Upstrap for estimating power and sample size in complex models

Power and sample size calculation are major components of statistical analyses. The upstrap resampling method was proposed as a general solution to this problem.

We evaluate power estimation properties of the upstrap and provide a series of “read, adapt and use” R code examples for power estimation in simple and complex settings (bioRxiv preprint).

Table of Contents

Scientific problem

We consider the following problem: given an observed data sample $\mathbf{x}$ of sample size $N$, given specific null and alternative hypothesis, and a test statistic, assuming significance level $\alpha$, estimate sample size $M$ required to achieve power $1 -\beta$ (i.e., to achieve probability $1 -\beta$ of rejecting the null hypothesis when the null is true).

Here, we consider the tasks to estimate the power to detect:

  1. an effect size observed in the data;
  2. an effect size chosen by a researcher.

We aim to ddress complex settings, including testing significance of model coefficients in: LM, GLM, LMM, GLMM, GEE, and others.

Challenges

For multilevel data settings, the existing approaches tend to fall into two categories.

  • First are theoretical results for estimating power in specific multilevel data setups; these often use assumptions about the intra-class correlation coefficient, and/or assume a particular study design (e.g., that the data are balanced).

  • Another class is based on simulations. Such may require specifying a population model for the data, simulating data from the assumed model, and estimating the power via Monte Carlo simulations.

The former arguably lacks flexibility; in addition, finding and then determining applicability of a theoretical result may be difficult. The latter is flexible but involves potentially complex programming task.

Proposed solution

Upstrap

The upstrap resampling method (Crainiceanu, C.M., Crainiceanu, A. (2020)) was proposed as a general solution to this problem.

Upstrap starts with a sample (observed data) and resamples with replacement either fewer or more samples than in the original data set. The below example shows difference between bootstrap and upstrap resample.

# simulate data 
x <- rnorm(n = 10)

# bootstrap resample
x_b <- sample(x, size = 10, replace = TRUE)

# upstrap resample (case: more samples than in original x) 
x_u <- sample(x, size = 20, replace = TRUE)
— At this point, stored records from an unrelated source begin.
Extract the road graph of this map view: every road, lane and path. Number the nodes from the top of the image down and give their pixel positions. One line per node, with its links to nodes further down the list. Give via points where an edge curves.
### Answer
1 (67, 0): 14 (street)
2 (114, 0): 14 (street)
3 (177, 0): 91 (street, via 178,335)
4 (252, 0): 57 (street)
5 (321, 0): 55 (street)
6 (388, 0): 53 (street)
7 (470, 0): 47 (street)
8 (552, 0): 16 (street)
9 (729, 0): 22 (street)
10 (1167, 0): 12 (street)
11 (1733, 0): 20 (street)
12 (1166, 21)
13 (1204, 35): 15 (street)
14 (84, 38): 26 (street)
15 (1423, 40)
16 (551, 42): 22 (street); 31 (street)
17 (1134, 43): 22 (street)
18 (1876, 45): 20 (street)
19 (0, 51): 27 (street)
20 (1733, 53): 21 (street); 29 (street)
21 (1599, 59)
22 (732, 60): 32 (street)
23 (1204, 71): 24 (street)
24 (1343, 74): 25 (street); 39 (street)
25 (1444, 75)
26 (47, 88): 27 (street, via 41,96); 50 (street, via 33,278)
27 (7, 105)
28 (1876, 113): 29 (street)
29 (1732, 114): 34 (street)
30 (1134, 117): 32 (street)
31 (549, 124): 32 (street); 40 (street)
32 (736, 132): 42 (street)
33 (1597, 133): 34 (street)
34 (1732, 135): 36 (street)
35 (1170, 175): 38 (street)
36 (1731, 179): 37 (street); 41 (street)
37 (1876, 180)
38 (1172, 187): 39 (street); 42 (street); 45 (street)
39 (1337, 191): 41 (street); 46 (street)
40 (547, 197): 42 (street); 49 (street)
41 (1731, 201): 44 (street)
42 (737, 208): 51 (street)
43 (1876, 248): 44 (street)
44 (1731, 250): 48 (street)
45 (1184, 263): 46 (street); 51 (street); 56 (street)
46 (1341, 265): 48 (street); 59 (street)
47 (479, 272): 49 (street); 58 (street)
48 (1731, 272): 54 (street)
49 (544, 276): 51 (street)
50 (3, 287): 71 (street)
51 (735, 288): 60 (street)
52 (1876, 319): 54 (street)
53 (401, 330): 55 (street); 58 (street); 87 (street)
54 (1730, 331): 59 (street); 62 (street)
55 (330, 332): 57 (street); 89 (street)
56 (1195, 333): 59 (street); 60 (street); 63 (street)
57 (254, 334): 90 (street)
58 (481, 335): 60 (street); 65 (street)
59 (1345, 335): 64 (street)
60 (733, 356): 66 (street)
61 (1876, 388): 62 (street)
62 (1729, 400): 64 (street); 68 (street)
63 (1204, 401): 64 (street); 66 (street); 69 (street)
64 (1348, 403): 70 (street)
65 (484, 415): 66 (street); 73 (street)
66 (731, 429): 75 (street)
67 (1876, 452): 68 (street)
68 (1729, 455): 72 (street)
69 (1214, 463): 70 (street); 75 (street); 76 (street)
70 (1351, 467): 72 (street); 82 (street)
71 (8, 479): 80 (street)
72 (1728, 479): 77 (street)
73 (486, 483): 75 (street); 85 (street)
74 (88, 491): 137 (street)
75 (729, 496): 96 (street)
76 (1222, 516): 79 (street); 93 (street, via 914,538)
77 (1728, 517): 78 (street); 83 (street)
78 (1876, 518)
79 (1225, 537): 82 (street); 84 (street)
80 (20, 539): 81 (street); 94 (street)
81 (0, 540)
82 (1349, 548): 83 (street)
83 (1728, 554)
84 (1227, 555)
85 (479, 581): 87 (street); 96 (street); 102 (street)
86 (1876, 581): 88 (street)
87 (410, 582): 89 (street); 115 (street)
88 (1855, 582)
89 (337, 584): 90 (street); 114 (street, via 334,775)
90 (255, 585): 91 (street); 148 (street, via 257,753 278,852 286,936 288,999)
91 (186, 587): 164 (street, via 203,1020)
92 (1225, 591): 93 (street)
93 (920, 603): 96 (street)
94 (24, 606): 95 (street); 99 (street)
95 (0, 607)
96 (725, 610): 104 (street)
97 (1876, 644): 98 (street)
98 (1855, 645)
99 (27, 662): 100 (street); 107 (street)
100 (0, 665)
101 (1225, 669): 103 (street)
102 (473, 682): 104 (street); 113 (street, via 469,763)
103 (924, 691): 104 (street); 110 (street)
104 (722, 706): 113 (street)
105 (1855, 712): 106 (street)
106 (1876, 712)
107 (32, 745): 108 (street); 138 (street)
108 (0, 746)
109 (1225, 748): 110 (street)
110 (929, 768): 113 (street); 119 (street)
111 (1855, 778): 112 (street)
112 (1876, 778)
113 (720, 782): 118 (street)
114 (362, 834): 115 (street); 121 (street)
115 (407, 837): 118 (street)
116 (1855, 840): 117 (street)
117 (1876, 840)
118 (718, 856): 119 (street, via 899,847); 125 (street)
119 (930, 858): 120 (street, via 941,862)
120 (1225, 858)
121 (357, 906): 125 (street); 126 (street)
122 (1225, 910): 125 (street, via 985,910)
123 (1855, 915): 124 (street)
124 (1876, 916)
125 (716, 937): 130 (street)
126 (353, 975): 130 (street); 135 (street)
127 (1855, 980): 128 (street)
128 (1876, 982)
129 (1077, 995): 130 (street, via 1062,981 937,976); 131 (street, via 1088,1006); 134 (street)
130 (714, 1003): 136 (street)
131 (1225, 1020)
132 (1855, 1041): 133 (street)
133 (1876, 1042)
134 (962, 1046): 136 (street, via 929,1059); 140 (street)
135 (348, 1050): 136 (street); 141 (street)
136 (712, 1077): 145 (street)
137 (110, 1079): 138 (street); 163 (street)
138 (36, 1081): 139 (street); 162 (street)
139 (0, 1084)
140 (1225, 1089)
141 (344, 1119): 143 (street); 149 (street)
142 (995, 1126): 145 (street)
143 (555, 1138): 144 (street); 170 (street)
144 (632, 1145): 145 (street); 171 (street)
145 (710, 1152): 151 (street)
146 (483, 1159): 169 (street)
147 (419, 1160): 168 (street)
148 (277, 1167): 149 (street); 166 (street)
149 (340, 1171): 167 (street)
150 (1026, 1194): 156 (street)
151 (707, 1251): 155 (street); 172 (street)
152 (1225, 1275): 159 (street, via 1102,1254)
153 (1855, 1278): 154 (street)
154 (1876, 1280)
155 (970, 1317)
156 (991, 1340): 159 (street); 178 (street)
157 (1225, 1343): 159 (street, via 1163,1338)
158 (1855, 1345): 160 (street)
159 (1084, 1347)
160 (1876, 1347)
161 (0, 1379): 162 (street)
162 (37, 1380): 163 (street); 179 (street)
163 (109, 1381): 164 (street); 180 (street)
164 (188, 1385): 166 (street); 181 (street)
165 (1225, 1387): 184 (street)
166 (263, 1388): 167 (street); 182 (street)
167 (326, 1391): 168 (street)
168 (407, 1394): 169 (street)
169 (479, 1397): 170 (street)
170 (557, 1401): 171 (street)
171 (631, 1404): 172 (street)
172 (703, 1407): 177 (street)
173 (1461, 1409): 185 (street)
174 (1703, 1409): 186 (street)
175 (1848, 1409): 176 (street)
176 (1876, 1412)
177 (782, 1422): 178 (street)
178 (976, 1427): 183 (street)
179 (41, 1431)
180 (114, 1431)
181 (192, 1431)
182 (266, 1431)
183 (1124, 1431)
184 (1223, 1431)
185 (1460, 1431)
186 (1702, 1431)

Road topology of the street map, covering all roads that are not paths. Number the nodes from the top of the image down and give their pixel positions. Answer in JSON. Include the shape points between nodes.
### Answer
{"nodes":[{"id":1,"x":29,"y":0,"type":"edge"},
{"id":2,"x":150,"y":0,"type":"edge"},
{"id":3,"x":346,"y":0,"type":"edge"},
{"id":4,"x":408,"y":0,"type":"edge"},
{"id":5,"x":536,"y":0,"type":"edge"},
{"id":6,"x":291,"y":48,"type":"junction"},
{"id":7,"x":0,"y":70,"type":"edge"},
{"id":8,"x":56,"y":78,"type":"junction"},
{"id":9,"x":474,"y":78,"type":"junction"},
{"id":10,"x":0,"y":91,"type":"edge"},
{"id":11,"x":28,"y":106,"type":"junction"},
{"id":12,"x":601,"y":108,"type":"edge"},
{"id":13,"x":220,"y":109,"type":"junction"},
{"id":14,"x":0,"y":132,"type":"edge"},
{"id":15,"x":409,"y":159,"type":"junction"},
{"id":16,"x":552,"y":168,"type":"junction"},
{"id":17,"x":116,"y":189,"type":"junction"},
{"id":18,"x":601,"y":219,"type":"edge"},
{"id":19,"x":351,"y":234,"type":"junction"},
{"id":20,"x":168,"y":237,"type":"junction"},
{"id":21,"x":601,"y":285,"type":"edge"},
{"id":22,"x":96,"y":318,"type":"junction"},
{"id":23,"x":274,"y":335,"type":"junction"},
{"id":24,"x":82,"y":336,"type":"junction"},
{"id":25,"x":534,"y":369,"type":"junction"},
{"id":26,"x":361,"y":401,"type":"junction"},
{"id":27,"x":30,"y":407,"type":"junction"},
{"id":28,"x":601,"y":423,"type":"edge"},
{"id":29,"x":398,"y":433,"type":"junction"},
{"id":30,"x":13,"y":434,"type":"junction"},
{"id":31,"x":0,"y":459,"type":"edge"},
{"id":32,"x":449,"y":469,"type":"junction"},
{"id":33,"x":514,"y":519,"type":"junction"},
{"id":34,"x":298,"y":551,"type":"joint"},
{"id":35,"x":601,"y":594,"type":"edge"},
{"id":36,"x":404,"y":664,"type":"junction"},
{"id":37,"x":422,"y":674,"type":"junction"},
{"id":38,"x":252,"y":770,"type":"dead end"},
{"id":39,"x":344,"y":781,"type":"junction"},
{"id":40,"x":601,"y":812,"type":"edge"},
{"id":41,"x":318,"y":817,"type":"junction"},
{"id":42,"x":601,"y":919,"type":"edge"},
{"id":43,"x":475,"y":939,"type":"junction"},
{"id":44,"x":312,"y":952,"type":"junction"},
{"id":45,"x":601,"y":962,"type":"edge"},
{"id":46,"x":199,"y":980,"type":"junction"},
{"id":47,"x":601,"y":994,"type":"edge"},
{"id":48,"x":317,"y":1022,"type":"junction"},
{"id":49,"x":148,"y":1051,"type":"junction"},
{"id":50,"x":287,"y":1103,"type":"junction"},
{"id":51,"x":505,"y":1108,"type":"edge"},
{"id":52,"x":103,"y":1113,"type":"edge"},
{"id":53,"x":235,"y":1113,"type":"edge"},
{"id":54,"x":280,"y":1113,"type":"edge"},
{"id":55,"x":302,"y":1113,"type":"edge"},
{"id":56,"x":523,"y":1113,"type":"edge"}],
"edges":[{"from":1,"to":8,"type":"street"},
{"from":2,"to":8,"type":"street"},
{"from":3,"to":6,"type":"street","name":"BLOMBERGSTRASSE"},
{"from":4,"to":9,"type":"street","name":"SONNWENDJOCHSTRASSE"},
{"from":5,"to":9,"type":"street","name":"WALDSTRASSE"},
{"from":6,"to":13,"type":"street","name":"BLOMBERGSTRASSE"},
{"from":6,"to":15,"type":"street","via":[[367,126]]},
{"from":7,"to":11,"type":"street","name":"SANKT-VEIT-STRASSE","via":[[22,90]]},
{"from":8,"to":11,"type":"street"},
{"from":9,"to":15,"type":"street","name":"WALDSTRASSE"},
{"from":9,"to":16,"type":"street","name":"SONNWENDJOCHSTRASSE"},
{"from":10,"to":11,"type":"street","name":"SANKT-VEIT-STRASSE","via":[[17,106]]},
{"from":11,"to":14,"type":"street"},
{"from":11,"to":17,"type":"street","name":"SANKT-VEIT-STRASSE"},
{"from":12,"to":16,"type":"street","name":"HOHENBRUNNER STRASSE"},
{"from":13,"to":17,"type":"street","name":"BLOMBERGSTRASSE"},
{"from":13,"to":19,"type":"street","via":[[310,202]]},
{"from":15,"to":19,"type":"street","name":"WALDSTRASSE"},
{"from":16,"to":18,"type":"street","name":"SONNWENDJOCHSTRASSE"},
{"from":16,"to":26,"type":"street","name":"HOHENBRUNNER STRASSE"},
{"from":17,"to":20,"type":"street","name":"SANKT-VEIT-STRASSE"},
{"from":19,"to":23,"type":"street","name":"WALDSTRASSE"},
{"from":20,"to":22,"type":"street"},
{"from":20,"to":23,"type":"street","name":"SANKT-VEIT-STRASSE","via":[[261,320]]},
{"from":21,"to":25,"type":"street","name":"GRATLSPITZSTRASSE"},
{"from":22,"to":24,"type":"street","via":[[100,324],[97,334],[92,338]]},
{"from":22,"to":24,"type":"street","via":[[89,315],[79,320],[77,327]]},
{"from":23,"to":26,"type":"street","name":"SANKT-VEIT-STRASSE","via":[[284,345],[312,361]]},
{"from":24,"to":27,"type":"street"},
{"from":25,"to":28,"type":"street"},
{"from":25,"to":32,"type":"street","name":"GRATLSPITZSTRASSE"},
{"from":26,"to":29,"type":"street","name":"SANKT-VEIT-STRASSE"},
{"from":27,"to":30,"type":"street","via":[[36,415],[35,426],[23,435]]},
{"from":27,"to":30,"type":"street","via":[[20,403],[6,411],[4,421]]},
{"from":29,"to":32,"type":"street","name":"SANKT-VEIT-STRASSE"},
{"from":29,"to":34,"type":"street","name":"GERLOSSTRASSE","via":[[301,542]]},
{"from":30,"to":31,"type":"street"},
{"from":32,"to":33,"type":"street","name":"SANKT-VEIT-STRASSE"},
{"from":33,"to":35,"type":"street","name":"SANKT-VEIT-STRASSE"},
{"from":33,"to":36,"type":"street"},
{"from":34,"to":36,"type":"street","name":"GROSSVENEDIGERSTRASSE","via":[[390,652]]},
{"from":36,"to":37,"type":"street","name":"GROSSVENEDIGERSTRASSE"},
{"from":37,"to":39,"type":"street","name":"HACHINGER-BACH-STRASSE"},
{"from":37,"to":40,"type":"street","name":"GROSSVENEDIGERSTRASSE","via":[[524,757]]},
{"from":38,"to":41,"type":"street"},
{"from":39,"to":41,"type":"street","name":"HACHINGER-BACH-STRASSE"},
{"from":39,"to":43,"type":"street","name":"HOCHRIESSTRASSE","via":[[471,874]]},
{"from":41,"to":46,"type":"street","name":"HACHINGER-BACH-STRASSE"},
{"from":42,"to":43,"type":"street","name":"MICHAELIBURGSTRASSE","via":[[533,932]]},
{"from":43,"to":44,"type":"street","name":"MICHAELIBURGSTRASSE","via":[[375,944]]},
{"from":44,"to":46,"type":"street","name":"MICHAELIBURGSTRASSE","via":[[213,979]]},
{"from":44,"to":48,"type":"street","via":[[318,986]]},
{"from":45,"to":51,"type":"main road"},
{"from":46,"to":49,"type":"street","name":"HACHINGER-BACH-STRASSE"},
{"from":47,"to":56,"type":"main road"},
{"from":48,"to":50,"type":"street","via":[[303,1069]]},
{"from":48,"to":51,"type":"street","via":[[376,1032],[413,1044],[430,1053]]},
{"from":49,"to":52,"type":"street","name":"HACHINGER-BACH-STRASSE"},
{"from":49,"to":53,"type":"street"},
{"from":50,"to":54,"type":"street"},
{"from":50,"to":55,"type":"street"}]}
Upstrap for estimating power

Given observed data sample $\mathbf{x}$, to estimate power for a target sample size, we propose:

  1. Generate $B$ resamples of target sample size by sampling with replacement from $\mathbf{x}$.

  2. Perform hypothesis test on each resample.

  3. Estimate power as the proportion of $B$ resamples where the null hypothesis was rejected.

The above procedure estimates power corresponding to the effect size observed in the sample $\mathbf{x}$. For example, for one-sample t-test, the above procedure estimates:

power.t.test(delta = mean(x), sd = sd(x), ...)$power

Upstrap for estimating power: specific effect size

In practice, one is often is interested in estimating power for a specific effect size. For example, for one-sample t-test, a specific effect size could be set to 0.3:

power.t.test(delta = 0.3, sd = sd(x), ...)$power

To address such cases, we propose to update response variable values in the observed sample $\mathbf{x}$ to ensure the effect size in this updated data is our target effect size. Details are provided in the preprint.

Code example: testing for significance of LM coefficient

Below, we demonstrate the upstrap power estimation method for testing for significance of LM coefficient. In the preprint, we provide more R code examples, including testing for significance of coefficient in LM, GLM, LMM, GLMM.

We define simulation parameters and simulate a sample of size $N = 50$.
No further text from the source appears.